- Task -
Make an exact copy of every entry below, with the pictures left out.

- Records for the exercise -
========================================================================

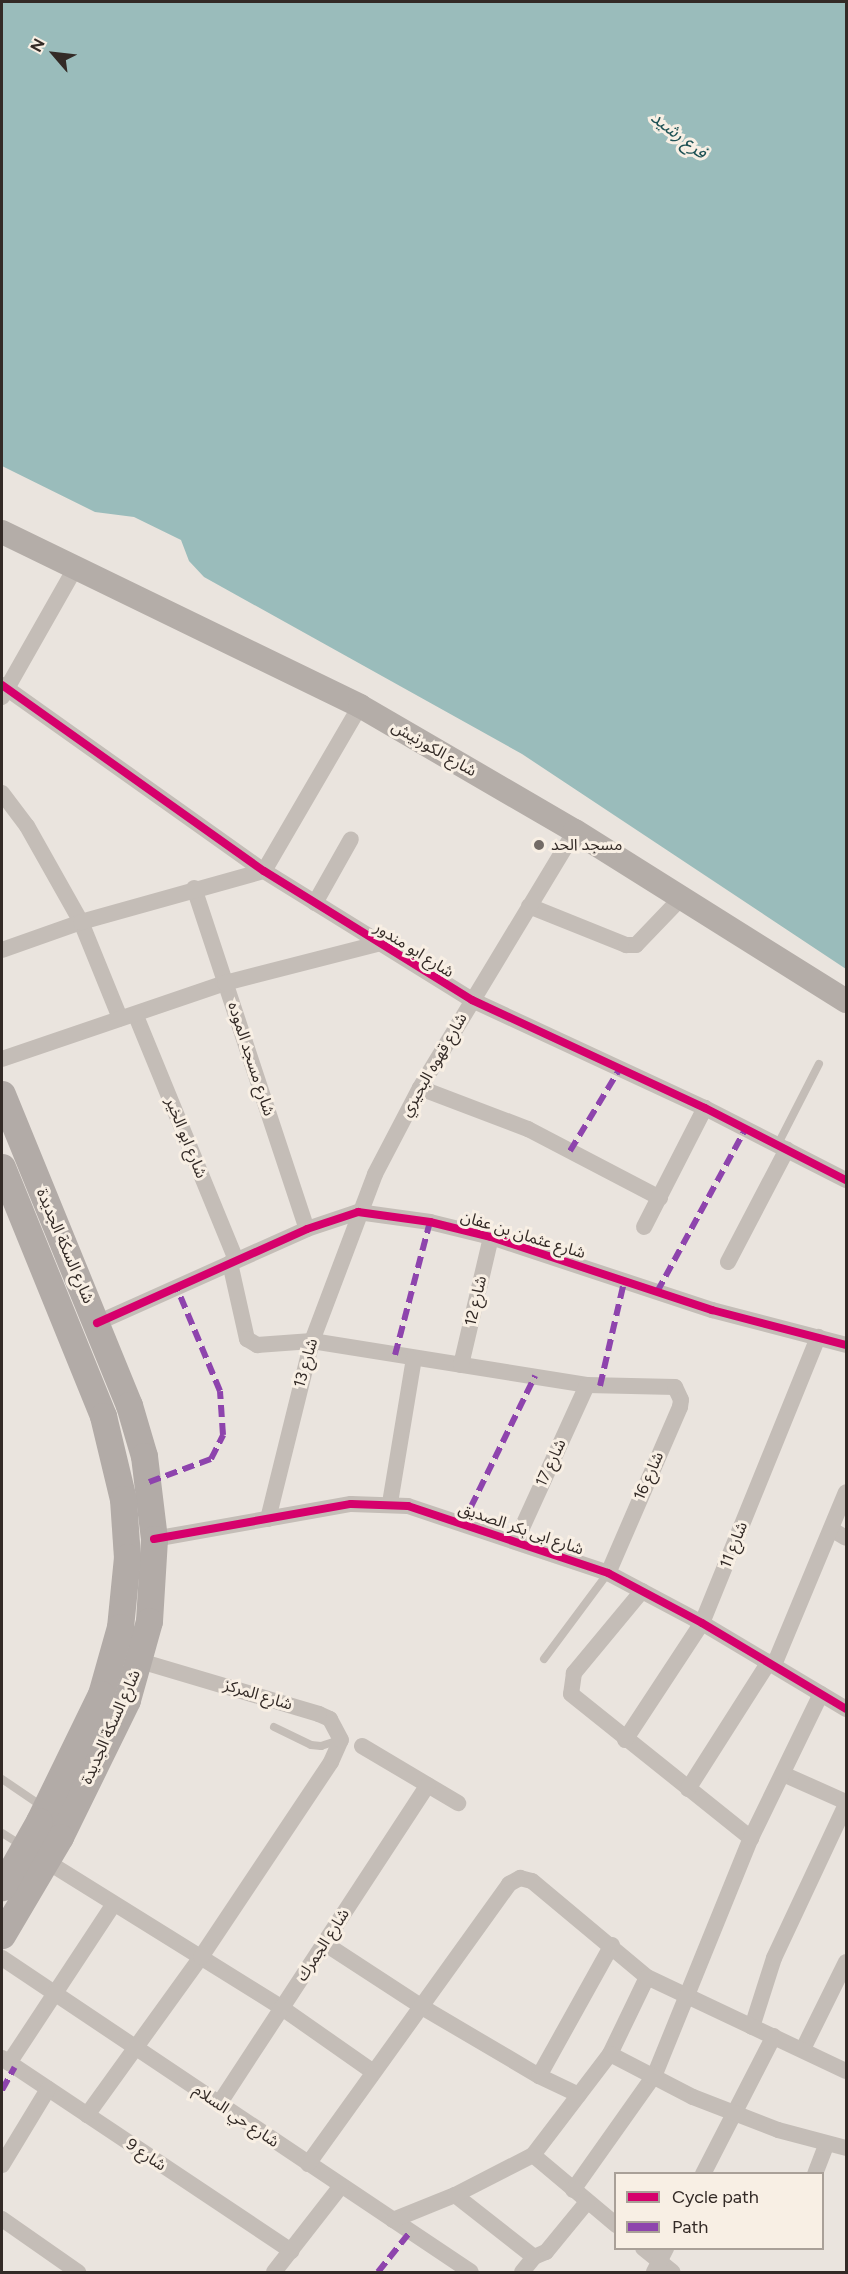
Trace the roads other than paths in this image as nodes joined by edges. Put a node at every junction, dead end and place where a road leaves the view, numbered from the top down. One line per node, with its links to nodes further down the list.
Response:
1 (2, 532): 2 (main road, شارع الكورنيش)
2 (76, 567): 3 (street); 4 (main road, شارع الكورنيش)
3 (3, 690): 8 (street, شارع ابو مندور)
4 (360, 706): 6 (main road, شارع الكورنيش); 8 (street)
5 (2, 793): 13 (street, شارع ابو الخير)
6 (575, 831): 10 (main road, شارع الكورنيش); 12 (street, شارع قهوه البحيري)
7 (351, 839): 11 (street)
8 (264, 871): 9 (street); 11 (street, شارع ابو مندور)
9 (194, 888): 13 (street); 16 (street, شارع مسجد الموده)
10 (682, 897): 12 (street); 18 (main road, شارع الكورنيش)
11 (315, 903): 14 (street, شارع ابو مندور)
12 (529, 906): 17 (street, شارع قهوه البحيري)
13 (81, 921): 15 (street); 19 (street, شارع ابو الخير)
14 (377, 944): 16 (street); 17 (street, شارع ابو مندور)
15 (2, 950)
16 (225, 983): 19 (street); 31 (street, شارع مسجد الموده)
17 (472, 1000): 22 (street, شارع قهوه البحيري); 24 (street, شارع ابو مندور)
18 (846, 1001)
19 (128, 1017): 20 (street); 33 (street, شارع ابو الخير)
20 (2, 1059)
21 (819, 1064): 25 (lane)
22 (420, 1088): 28 (street); 29 (street, شارع قهوه البحيري)
23 (2, 1094): 35 (main road, شارع السكة الجديدة)
24 (705, 1108): 25 (street, شارع ابو مندور); 28 (street)
25 (783, 1146): 27 (street, شارع ابو مندور); 34 (street)
26 (2, 1167): 67 (main road, شارع السكة الجديدة)
27 (846, 1180)
28 (660, 1198): 30 (street)
29 (358, 1212): 31 (street, شارع عثمان بن عفان); 32 (street, شارع عثمان بن عفان); 37 (street, شارع 13)
30 (644, 1227)
31 (307, 1228): 33 (street, شارع عثمان بن عفان)
32 (491, 1237): 36 (street, شارع عثمان بن عفان); 40 (street, شارع 12)
33 (233, 1261): 35 (street, شارع عثمان بن عفان); 37 (street, شارع ابو الخير)
34 (728, 1263)
35 (97, 1323): 47 (main road, شارع السكة الجديدة)
36 (819, 1337): 38 (street, شارع عثمان بن عفان); 51 (street, شارع 11)
37 (312, 1341): 39 (street); 44 (street, شارع 13)
38 (846, 1345)
39 (414, 1358): 40 (street); 43 (street)
40 (461, 1365): 41 (street)
41 (587, 1385): 48 (street, شارع 17); 49 (street, شارع 16)
42 (846, 1492): 45 (street)
43 (390, 1503): 44 (street, شارع ابى بكر الصديق); 48 (street, شارع ابى بكر الصديق)
44 (268, 1519): 47 (street, شارع ابى بكر الصديق)
45 (831, 1529): 46 (street); 54 (street)
46 (846, 1538)
47 (154, 1539): 53 (main road, شارع السكة الجديدة)
48 (516, 1541): 49 (street, شارع ابى بكر الصديق)
49 (608, 1573): 50 (street, شارع ابى بكر الصديق); 52 (lane)
50 (642, 1591): 51 (street, شارع ابى بكر الصديق); 59 (street)
51 (702, 1623): 54 (street, شارع ابى بكر الصديق); 59 (street, شارع 11)
52 (544, 1659)
53 (140, 1661): 58 (street, شارع المركز); 70 (main road, شارع السكة الجديدة)
54 (772, 1663): 55 (street, شارع ابى بكر الصديق); 64 (street)
55 (821, 1694): 56 (street, شارع ابى بكر الصديق); 61 (street)
56 (846, 1709)
57 (274, 1727): 58 (lane)
58 (341, 1740): 76 (street)
59 (626, 1740): 64 (street)
60 (362, 1746): 63 (street)
61 (783, 1774): 66 (street); 69 (street)
62 (2, 1779): 67 (lane)
63 (428, 1785): 65 (street); 74 (street, شارع الجمرك)
64 (688, 1789): 69 (street)
65 (458, 1803)
66 (846, 1803): 84 (street)
67 (46, 1808): 70 (main road, شارع السكة الجديدة)
68 (2, 1833): 70 (lane)
69 (751, 1838): 81 (street)
70 (35, 1855): 71 (main road, شارع السكة الجديدة); 72 (street); 73 (main road, شارع السكة الجديدة)
71 (2, 1887)
72 (113, 1905): 76 (street); 80 (street)
73 (2, 1935)
74 (324, 1943): 82 (street); 83 (street, شارع الجمرك)
75 (612, 1945): 79 (street); 82 (street); 93 (street)
76 (201, 1957): 83 (street); 86 (street)
77 (2, 1958): 80 (street, شارع حي السلام)
78 (846, 1962): 87 (street)
79 (647, 1977): 81 (street); 88 (street)
80 (56, 1995): 86 (street, شارع حي السلام); 89 (street)
81 (684, 1997): 84 (street); 92 (street)
82 (422, 2007): 90 (street); 93 (street)
83 (282, 2008): 90 (street); 96 (street, شارع الجمرك)
84 (752, 2027): 85 (street)
85 (774, 2037): 87 (street); 97 (street)
86 (134, 2048): 96 (street, شارع حي السلام); 98 (street)
87 (802, 2049): 91 (street)
88 (610, 2054): 92 (street); 95 (street)
89 (5, 2061): 94 (street, شارع 9)
90 (372, 2071): 102 (street)
91 (846, 2071)
92 (655, 2074): 97 (street); 107 (street)
93 (539, 2076): 95 (street)
94 (48, 2089): 98 (street, شارع 9); 103 (street)
95 (579, 2095): 101 (street)
96 (219, 2104): 102 (street, شارع حي السلام)
97 (734, 2111): 99 (street); 104 (street)
98 (87, 2115): 114 (street, شارع 9)
99 (826, 2145): 100 (street); 105 (street)
100 (846, 2148)
101 (533, 2155): 107 (street); 108 (street)
102 (308, 2164): 106 (street, شارع حي السلام)
103 (2, 2165)
104 (704, 2172)
105 (816, 2172)
106 (341, 2186): 111 (street, شارع حي السلام); 114 (street)
107 (573, 2190): 109 (street)
108 (455, 2195): 111 (street); 115 (street)
109 (587, 2202): 112 (street); 115 (street)
110 (2, 2219): 117 (street)
111 (393, 2220): 119 (street, شارع حي السلام)
112 (614, 2224)
113 (646, 2250): 116 (street)
114 (291, 2251): 118 (street)
115 (534, 2257): 120 (street)
116 (660, 2261): 121 (street)
117 (78, 2272)
118 (274, 2272)
119 (471, 2272)
120 (522, 2272)
121 (673, 2272)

========================================================================

- Answer to the problem -
Trace the roads other than paths in this image as nodes joined by edges. Put a node at every junction, dead end and place where a road leaves the view, numbered from the top down. One line per node, with its links to nodes further down the list.
Response:
1 (2, 532): 2 (main road, شارع الكورنيش)
2 (76, 567): 3 (street); 4 (main road, شارع الكورنيش)
3 (3, 690): 8 (street, شارع ابو مندور)
4 (360, 706): 6 (main road, شارع الكورنيش); 8 (street)
5 (2, 793): 13 (street, شارع ابو الخير)
6 (575, 831): 10 (main road, شارع الكورنيش); 12 (street, شارع قهوه البحيري)
7 (351, 839): 11 (street)
8 (264, 871): 9 (street); 11 (street, شارع ابو مندور)
9 (194, 888): 13 (street); 16 (street, شارع مسجد الموده)
10 (682, 897): 12 (street); 18 (main road, شارع الكورنيش)
11 (315, 903): 14 (street, شارع ابو مندور)
12 (529, 906): 17 (street, شارع قهوه البحيري)
13 (81, 921): 15 (street); 19 (street, شارع ابو الخير)
14 (377, 944): 16 (street); 17 (street, شارع ابو مندور)
15 (2, 950)
16 (225, 983): 19 (street); 31 (street, شارع مسجد الموده)
17 (472, 1000): 22 (street, شارع قهوه البحيري); 24 (street, شارع ابو مندور)
18 (846, 1001)
19 (128, 1017): 20 (street); 33 (street, شارع ابو الخير)
20 (2, 1059)
21 (819, 1064): 25 (lane)
22 (420, 1088): 28 (street); 29 (street, شارع قهوه البحيري)
23 (2, 1094): 35 (main road, شارع السكة الجديدة)
24 (705, 1108): 25 (street, شارع ابو مندور); 28 (street)
25 (783, 1146): 27 (street, شارع ابو مندور); 34 (street)
26 (2, 1167): 67 (main road, شارع السكة الجديدة)
27 (846, 1180)
28 (660, 1198): 30 (street)
29 (358, 1212): 31 (street, شارع عثمان بن عفان); 32 (street, شارع عثمان بن عفان); 37 (street, شارع 13)
30 (644, 1227)
31 (307, 1228): 33 (street, شارع عثمان بن عفان)
32 (491, 1237): 36 (street, شارع عثمان بن عفان); 40 (street, شارع 12)
33 (233, 1261): 35 (street, شارع عثمان بن عفان); 37 (street, شارع ابو الخير)
34 (728, 1263)
35 (97, 1323): 47 (main road, شارع السكة الجديدة)
36 (819, 1337): 38 (street, شارع عثمان بن عفان); 51 (street, شارع 11)
37 (312, 1341): 39 (street); 44 (street, شارع 13)
38 (846, 1345)
39 (414, 1358): 40 (street); 43 (street)
40 (461, 1365): 41 (street)
41 (587, 1385): 48 (street, شارع 17); 49 (street, شارع 16)
42 (846, 1492): 45 (street)
43 (390, 1503): 44 (street, شارع ابى بكر الصديق); 48 (street, شارع ابى بكر الصديق)
44 (268, 1519): 47 (street, شارع ابى بكر الصديق)
45 (831, 1529): 46 (street); 54 (street)
46 (846, 1538)
47 (154, 1539): 53 (main road, شارع السكة الجديدة)
48 (516, 1541): 49 (street, شارع ابى بكر الصديق)
49 (608, 1573): 50 (street, شارع ابى بكر الصديق); 52 (lane)
50 (642, 1591): 51 (street, شارع ابى بكر الصديق); 59 (street)
51 (702, 1623): 54 (street, شارع ابى بكر الصديق); 59 (street, شارع 11)
52 (544, 1659)
53 (140, 1661): 58 (street, شارع المركز); 70 (main road, شارع السكة الجديدة)
54 (772, 1663): 55 (street, شارع ابى بكر الصديق); 64 (street)
55 (821, 1694): 56 (street, شارع ابى بكر الصديق); 61 (street)
56 (846, 1709)
57 (274, 1727): 58 (lane)
58 (341, 1740): 76 (street)
59 (626, 1740): 64 (street)
60 (362, 1746): 63 (street)
61 (783, 1774): 66 (street); 69 (street)
62 (2, 1779): 67 (lane)
63 (428, 1785): 65 (street); 74 (street, شارع الجمرك)
64 (688, 1789): 69 (street)
65 (458, 1803)
66 (846, 1803): 84 (street)
67 (46, 1808): 70 (main road, شارع السكة الجديدة)
68 (2, 1833): 70 (lane)
69 (751, 1838): 81 (street)
70 (35, 1855): 71 (main road, شارع السكة الجديدة); 72 (street); 73 (main road, شارع السكة الجديدة)
71 (2, 1887)
72 (113, 1905): 76 (street); 80 (street)
73 (2, 1935)
74 (324, 1943): 82 (street); 83 (street, شارع الجمرك)
75 (612, 1945): 79 (street); 82 (street); 93 (street)
76 (201, 1957): 83 (street); 86 (street)
77 (2, 1958): 80 (street, شارع حي السلام)
78 (846, 1962): 87 (street)
79 (647, 1977): 81 (street); 88 (street)
80 (56, 1995): 86 (street, شارع حي السلام); 89 (street)
81 (684, 1997): 84 (street); 92 (street)
82 (422, 2007): 90 (street); 93 (street)
83 (282, 2008): 90 (street); 96 (street, شارع الجمرك)
84 (752, 2027): 85 (street)
85 (774, 2037): 87 (street); 97 (street)
86 (134, 2048): 96 (street, شارع حي السلام); 98 (street)
87 (802, 2049): 91 (street)
88 (610, 2054): 92 (street); 95 (street)
89 (5, 2061): 94 (street, شارع 9)
90 (372, 2071): 102 (street)
91 (846, 2071)
92 (655, 2074): 97 (street); 107 (street)
93 (539, 2076): 95 (street)
94 (48, 2089): 98 (street, شارع 9); 103 (street)
95 (579, 2095): 101 (street)
96 (219, 2104): 102 (street, شارع حي السلام)
97 (734, 2111): 99 (street); 104 (street)
98 (87, 2115): 114 (street, شارع 9)
99 (826, 2145): 100 (street); 105 (street)
100 (846, 2148)
101 (533, 2155): 107 (street); 108 (street)
102 (308, 2164): 106 (street, شارع حي السلام)
103 (2, 2165)
104 (704, 2172)
105 (816, 2172)
106 (341, 2186): 111 (street, شارع حي السلام); 114 (street)
107 (573, 2190): 109 (street)
108 (455, 2195): 111 (street); 115 (street)
109 (587, 2202): 112 (street); 115 (street)
110 (2, 2219): 117 (street)
111 (393, 2220): 119 (street, شارع حي السلام)
112 (614, 2224)
113 (646, 2250): 116 (street)
114 (291, 2251): 118 (street)
115 (534, 2257): 120 (street)
116 (660, 2261): 121 (street)
117 (78, 2272)
118 (274, 2272)
119 (471, 2272)
120 (522, 2272)
121 (673, 2272)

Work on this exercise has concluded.